Çin’in en
zengin kadınlarından birisi iken rejimi eleştirdiği
ve Uygur soydaşlarımızın haklarının korunmasını
savunduğu için 6 yıl hapse atılan ve cezasını
çektikten sonra ülkeyi terkeden ‘Uygurların Annesi’
olarak anılan Rabiya Kader, Almanya’da bir basın
toplantısı düzenledi. Rabiya Kader, basın
toplantısının ardından, Doğu Türkistan Birliği’nin
organize ettiği bir konferans verdi.
Çin zulmünü,
Türk ve Alman medyasının katıldığı basın
toplantısında gözler önüne seren Rabiya Kader: “Biz
namus, şeref için yaşarız. Çinliler en mukaddes
değerlerimize saldırıyor. İnanç özgürlüğü yok.
Çinliler namusumuza tecavüz ediyor, halkımızı bir
plan çerçevesinde yavaş yavaş yok ediyorlar. Dünya
Uygurların feryadını duymuyor. Çin zulmü altında
sesimizi yükseltemiyoruz” diye konuştu.
Doğu
Türkistan’ın 1949 yılında Çin tarafından işgal
edildiğine dikkat çeken Rabiya Kader, bölgeye yarım
asırdan beri Çinli yerleştirildiğini ve Uygur
Türklerinin öz vatanlarında nüfus olarak azınlığa
düştüğünü belirtti. Kader: “Toprak sahibi uygurlar
şimdi kendi topraklarında işçi olarak
çalıştırılmakta, buna itiraz edenler sudan
bahanelerle hapse atılmaktadır. Uygurlar herşeyi
göze alarak zulme dirense de, aileleri ve çocukları
Çinlilerin elinde rehin olduğundan dirençleri
zayıflamaktadır” dedi.
Çin’in dış
dünyaya kapalı bir hapishane olduğunu belirten
Rabiya Kader, Uygur soydaşlarımıza yapılan zulmün
dışarıya aksetmediğini, aksettiğinde de bunun
gerektiği gibi algılanmadığını söyleyerek: “Maalesef
Uygurların davasında Türkiye başta olmak üzere,
birçok ülkeden beklediğimiz desteği göremedik.
Maalesef dış dünya Çinlilerin Uygurlara yaptığı
zulme duyarsız ve seyirci kaldı” dedi.
Olimpiyat
oyunları öncesi Tibet’in sıkça gündeme getirildiği
bir dönemde, neden Uygur Türkleri’nin ve Doğu
Türkistan’ın durumunun dünya medyasında yer almadığı
şeklindeki sorumuzu Rabiye Kader: “Bunun sebebini
bilmiyoruz.

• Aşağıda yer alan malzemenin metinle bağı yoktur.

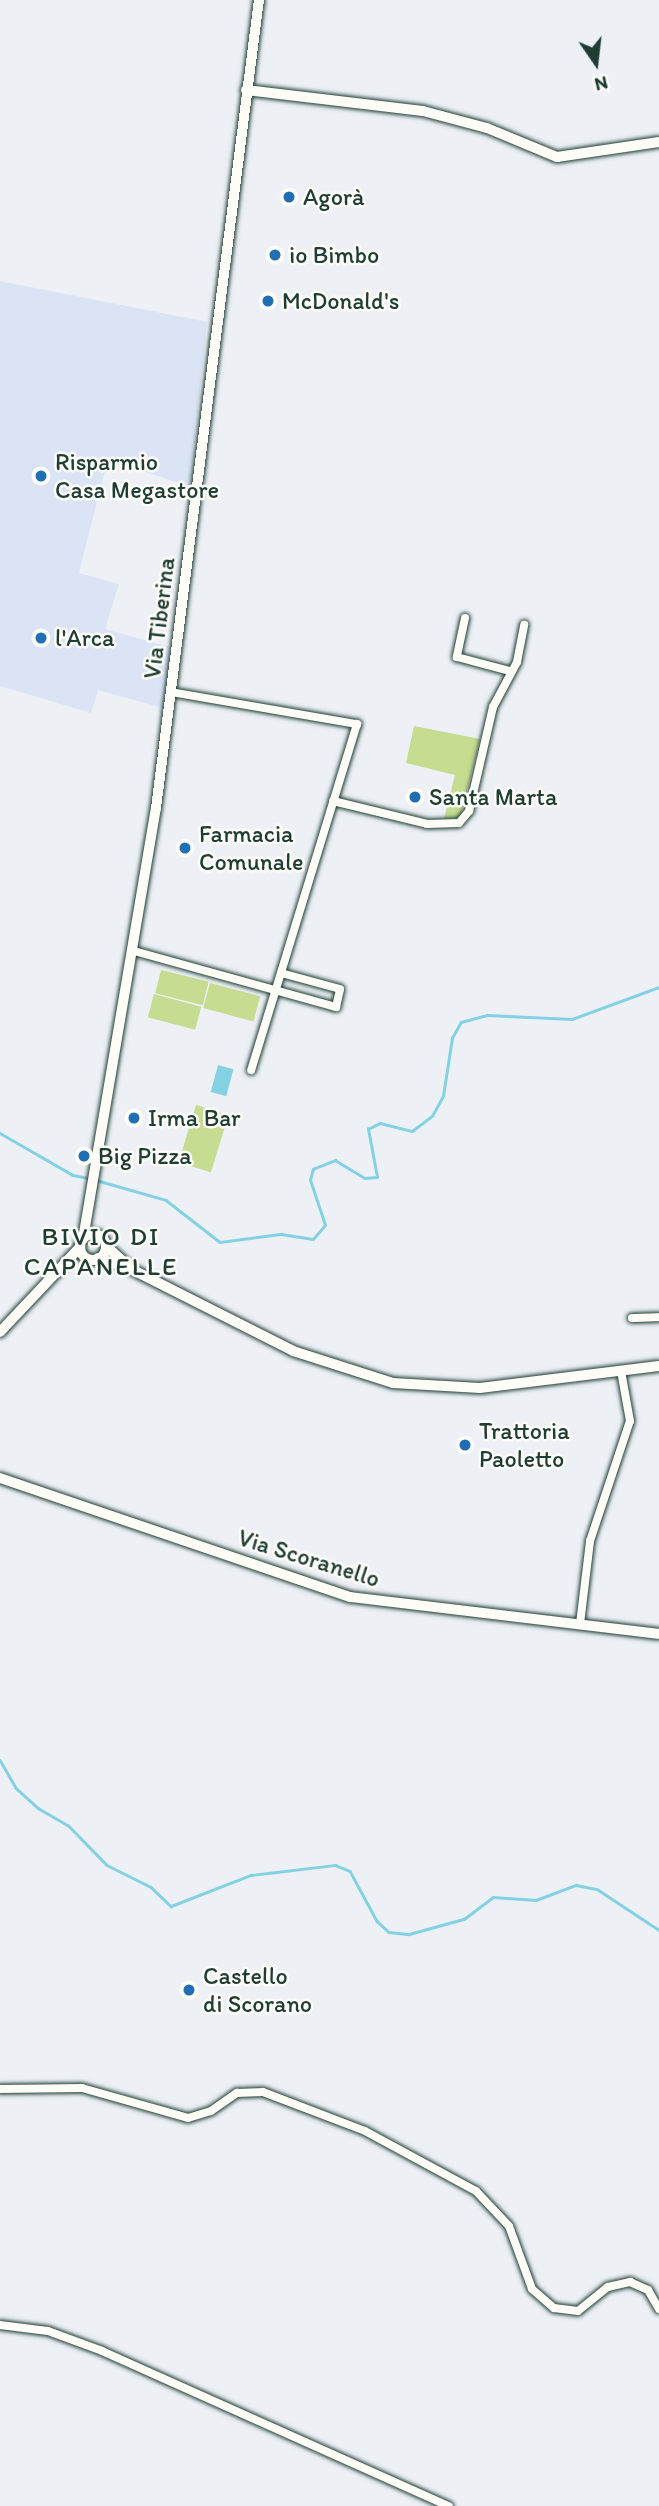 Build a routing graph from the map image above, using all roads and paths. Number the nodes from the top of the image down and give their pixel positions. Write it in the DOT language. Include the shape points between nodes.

Nedense Doğu Türkistan’daki Çin zulmü
sürekli görmezden geliniyor. Tibet’in Dalay Lama
gibi bir lideri var ve bu dış dünyada tanınmalarını,
seslerini duyurmalarını sağlıyor. Tibet’in ardında
65 milyonluk bir lobi var ve bunu çok iyi
kullanıyorlar. Biz ise mütevazi şartlarda
çığlığımızı duyurmaya çalışıyoruz.” şeklinde
cevapladı.
Rejimle ilgili aleyhte bir kelime bile söyleyenlerin
derhal hapse atıldığını ve yıllarca işkence
gördüğünü söyleyen Rabiya Kader, Çin’in Uygur
Türklerini terörist gösterme çabalarına da dikkat
çekti. Kader: “11 Eylül terör olaylarının ardından,
Uygur Türkleri Çin tarafından terörist olarak lanse
edildi. Çin Uygurlara yaptığı işkence ve baskıları
örtmek maksadıyla, Uygurları terör örgütlerine
yardım etmekle suçladı. Bu yüzden hem Doğu
Türkistan’daki hem de yurt dışındaki Uygurlar büyük
zarar gördüler. Birçoğu suçsuz yere hapishanelerde
yattı, birçoğu bulundukları ülkelerden sınırdışı
edildi. Bugün de birçok Uygur, Çin’e iade ve idam
edilme tehlikesiyle karşı karşıyadır” diye konuştu.